El 9 de diciembre del 2019 el mundo se sorprendía ante el fallecimiento de una de las cantantes ícono de los 90, tras una larga lucha contra un tumor cerebral, tenía 61 años.

Se llamaba Gun-Marie Fredriksson, pero las preadolescentes que coreábamos The Look en los noventa la conocíamos por el nombre con el que su banda había llegado a los charts de los Estados Unidos en 1984. Roxette es el título de un popular tema del Dr. Feelgood (del guitarrista británico Wilco Johnson), pero con su pelo platinado y cortísimo y su feminidad andrógina enfundada en cuero, la sueca impuso junto a Sinead O’Connor un estilo imitado por miles y le dio un significado nuevo para siempre al término. Después de ella, “roxette” entró al diccionario de inglés urbano como una manera de definir a una chica con mucha onda.

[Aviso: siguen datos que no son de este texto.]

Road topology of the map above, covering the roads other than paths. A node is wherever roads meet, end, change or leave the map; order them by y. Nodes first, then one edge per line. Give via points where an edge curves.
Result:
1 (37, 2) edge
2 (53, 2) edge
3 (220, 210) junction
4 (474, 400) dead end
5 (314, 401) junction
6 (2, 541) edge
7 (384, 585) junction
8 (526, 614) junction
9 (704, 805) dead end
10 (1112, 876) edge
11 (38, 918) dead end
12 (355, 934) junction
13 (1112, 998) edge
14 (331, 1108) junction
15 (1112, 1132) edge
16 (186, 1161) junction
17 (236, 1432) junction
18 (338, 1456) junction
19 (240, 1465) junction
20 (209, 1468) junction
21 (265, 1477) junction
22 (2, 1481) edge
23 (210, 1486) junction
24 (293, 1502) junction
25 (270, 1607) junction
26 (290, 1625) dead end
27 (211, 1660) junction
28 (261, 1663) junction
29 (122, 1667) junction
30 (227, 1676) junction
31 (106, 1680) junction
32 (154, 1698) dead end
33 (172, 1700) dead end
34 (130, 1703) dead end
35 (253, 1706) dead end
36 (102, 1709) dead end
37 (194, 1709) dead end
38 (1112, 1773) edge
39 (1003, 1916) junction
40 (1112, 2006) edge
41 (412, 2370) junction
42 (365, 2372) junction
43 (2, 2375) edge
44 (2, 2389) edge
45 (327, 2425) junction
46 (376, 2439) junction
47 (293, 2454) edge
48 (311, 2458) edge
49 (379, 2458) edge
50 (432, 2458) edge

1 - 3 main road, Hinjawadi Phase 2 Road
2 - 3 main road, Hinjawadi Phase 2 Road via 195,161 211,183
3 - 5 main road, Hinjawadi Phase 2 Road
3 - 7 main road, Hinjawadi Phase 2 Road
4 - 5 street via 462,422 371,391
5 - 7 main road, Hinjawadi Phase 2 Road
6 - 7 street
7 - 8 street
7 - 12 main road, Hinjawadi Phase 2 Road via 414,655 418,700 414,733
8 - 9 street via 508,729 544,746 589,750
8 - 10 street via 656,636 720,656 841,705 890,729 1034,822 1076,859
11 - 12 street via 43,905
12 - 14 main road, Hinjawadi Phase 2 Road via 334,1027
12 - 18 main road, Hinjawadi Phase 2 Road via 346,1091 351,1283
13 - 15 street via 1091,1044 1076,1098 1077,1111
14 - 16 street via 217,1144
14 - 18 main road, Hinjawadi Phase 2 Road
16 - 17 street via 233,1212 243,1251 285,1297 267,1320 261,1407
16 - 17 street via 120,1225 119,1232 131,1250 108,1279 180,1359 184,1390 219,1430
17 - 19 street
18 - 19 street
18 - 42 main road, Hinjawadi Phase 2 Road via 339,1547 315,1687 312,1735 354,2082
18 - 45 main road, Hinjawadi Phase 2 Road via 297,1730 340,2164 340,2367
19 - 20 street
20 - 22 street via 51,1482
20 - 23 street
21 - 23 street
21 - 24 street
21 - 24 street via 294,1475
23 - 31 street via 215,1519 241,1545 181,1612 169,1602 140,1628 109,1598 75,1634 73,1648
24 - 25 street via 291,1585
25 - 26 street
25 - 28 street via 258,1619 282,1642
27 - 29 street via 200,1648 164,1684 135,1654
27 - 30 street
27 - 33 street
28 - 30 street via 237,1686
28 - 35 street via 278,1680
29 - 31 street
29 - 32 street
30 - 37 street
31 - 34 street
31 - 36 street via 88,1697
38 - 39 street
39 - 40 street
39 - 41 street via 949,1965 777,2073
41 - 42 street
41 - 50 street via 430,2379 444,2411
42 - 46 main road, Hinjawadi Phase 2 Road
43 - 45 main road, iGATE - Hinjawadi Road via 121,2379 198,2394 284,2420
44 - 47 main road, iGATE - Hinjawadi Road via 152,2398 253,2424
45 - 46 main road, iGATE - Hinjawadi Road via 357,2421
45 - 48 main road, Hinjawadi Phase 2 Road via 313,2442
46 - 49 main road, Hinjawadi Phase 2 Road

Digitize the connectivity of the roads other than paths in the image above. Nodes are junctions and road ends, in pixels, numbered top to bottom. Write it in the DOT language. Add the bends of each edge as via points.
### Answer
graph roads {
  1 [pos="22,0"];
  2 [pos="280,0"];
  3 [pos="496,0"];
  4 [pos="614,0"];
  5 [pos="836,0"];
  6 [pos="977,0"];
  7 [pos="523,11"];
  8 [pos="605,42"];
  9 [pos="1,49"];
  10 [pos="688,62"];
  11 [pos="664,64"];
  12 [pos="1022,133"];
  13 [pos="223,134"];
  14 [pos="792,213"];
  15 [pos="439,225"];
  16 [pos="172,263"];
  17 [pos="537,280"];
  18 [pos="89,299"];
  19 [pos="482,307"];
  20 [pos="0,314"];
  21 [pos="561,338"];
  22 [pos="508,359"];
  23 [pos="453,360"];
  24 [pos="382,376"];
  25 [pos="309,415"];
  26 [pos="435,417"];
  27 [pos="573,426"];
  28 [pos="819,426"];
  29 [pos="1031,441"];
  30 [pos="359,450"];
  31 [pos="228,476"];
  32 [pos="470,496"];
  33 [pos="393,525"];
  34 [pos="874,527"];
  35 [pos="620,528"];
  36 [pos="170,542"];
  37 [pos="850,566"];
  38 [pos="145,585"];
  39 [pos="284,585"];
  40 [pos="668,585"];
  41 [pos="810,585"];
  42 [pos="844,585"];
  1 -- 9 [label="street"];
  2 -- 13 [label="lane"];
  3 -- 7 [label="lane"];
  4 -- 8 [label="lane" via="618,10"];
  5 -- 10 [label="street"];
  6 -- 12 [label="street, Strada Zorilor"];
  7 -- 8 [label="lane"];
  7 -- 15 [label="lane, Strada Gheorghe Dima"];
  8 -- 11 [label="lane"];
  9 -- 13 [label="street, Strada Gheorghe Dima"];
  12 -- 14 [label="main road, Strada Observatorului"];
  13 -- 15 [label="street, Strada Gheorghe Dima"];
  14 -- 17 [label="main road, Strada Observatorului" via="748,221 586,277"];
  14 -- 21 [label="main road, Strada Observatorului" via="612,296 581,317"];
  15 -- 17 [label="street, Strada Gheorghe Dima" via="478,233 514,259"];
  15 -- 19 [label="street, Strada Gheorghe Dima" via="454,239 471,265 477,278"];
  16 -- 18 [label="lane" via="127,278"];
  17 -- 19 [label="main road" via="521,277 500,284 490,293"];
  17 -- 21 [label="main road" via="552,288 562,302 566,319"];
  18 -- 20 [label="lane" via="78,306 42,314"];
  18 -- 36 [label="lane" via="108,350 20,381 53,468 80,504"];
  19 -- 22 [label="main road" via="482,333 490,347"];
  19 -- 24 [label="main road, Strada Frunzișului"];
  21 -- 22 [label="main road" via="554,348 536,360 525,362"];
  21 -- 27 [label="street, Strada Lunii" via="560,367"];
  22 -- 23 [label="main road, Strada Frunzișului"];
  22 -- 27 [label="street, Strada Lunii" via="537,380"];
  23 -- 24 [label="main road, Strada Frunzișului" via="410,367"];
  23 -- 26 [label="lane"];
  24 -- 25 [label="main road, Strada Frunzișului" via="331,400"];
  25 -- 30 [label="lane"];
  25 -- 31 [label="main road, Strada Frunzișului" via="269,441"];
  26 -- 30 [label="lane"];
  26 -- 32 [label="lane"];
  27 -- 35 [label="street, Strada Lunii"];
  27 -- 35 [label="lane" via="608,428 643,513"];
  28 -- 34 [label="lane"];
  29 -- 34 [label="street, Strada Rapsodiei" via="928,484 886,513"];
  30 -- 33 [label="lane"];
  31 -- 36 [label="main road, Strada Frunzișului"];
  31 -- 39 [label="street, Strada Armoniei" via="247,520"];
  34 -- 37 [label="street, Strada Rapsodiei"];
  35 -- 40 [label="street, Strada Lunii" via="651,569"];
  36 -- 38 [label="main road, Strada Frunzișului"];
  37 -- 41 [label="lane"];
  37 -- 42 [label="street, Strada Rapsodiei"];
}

Ya entrada a la adolescencia, Marie comenzó a escribir sus propias canciones y a los 17 años entró a estudiar música de forma profesional en la ciudad de Svälov. Pero no fue hasta que se mudó a Halmstad, cuando partió su carrera como superestrella. Allí se unió junto a su entonces novio a un grupo llamado Strul, donde conoció a Per Gessle, que participaba ocasionalmente en sus shows. Lo suyo -esa conexión mágica que tuvieron durante años- no fue amor a primera vista. No obstante, iniciaron una colaboración. Gessle tocaba también con la conocida banda Gyllene Tider y Fredriksson empezó a ejercer como corista en sus conciertos. De esa forma, el grupo fue mutando hasta que, en su restructuración, su representante les sugirió cambiar el nombre del grupo y que Gessle y Marie se transformaran en vocalistas. Como consecuencia, nació Roxette. Todo un suceso musical que generó nueve discos y decenas de giras mundiales.

De ésta manera durante 33 años Fredriksson ha trabajado con Roxette y lanzado discos en solitario. Pero, en 2002 todo cambió para ella. El 11 de septiembre Marie se desmayó en su casa, por lo que debió ser llevada a un hospital. En un principio, los doctores aseguraron que había sido una contusión. Sin embargo, después le fue diagnosticado un tumor cerebral, el cual fue eliminado a través de una operación. Aun así, la cantante debió ser sometida a una serie de tratamientos de radioterapia que dejaron secuelas en ella. De hecho, tuvo que volver a aprender a hablar, contar, leer o hacer cosas tan cotidianas como montar en bicicleta. Durante un año, Marie no apareció ante los medios, tampoco concedió conciertos. Aunque si se tomó el tiempo para entregar un pequeño mensaje a sus fans donde agradeció la preocupación y los buenos deseos. Asimismo, denunció al tabloide Expressen por asegurar que también tenía un tumor en el pecho.

En 2005, Marie afirmó estar curada del cáncer. Pero, según marie-fredriksson.com, las consecuencias físicas del tratamiento fueron devastadoras para ella, como problemas de visión en el ojo derecho y de escucha en un oído. De igual modo, tuvo problemas motores, de memoria y de orientación. Por lo que sus últimos conciertos eran, usualmente, descritos como «un milagro». En 2015 Marie volvía a reunirse constantemente con Roxette y realizaba conciertos junto a Per (quien sigue activo en la música). Sin embargo, su energía nunca volvió a ser la de antes. Su voz se volvió más grave y solía cantar sentada desde una silla. Aunque nada de eso desanimó a la cantante, quien explicó todo ese proceso en Listen to My Heart. Finalmente dejó éste mundo terrenal, un día como hoy.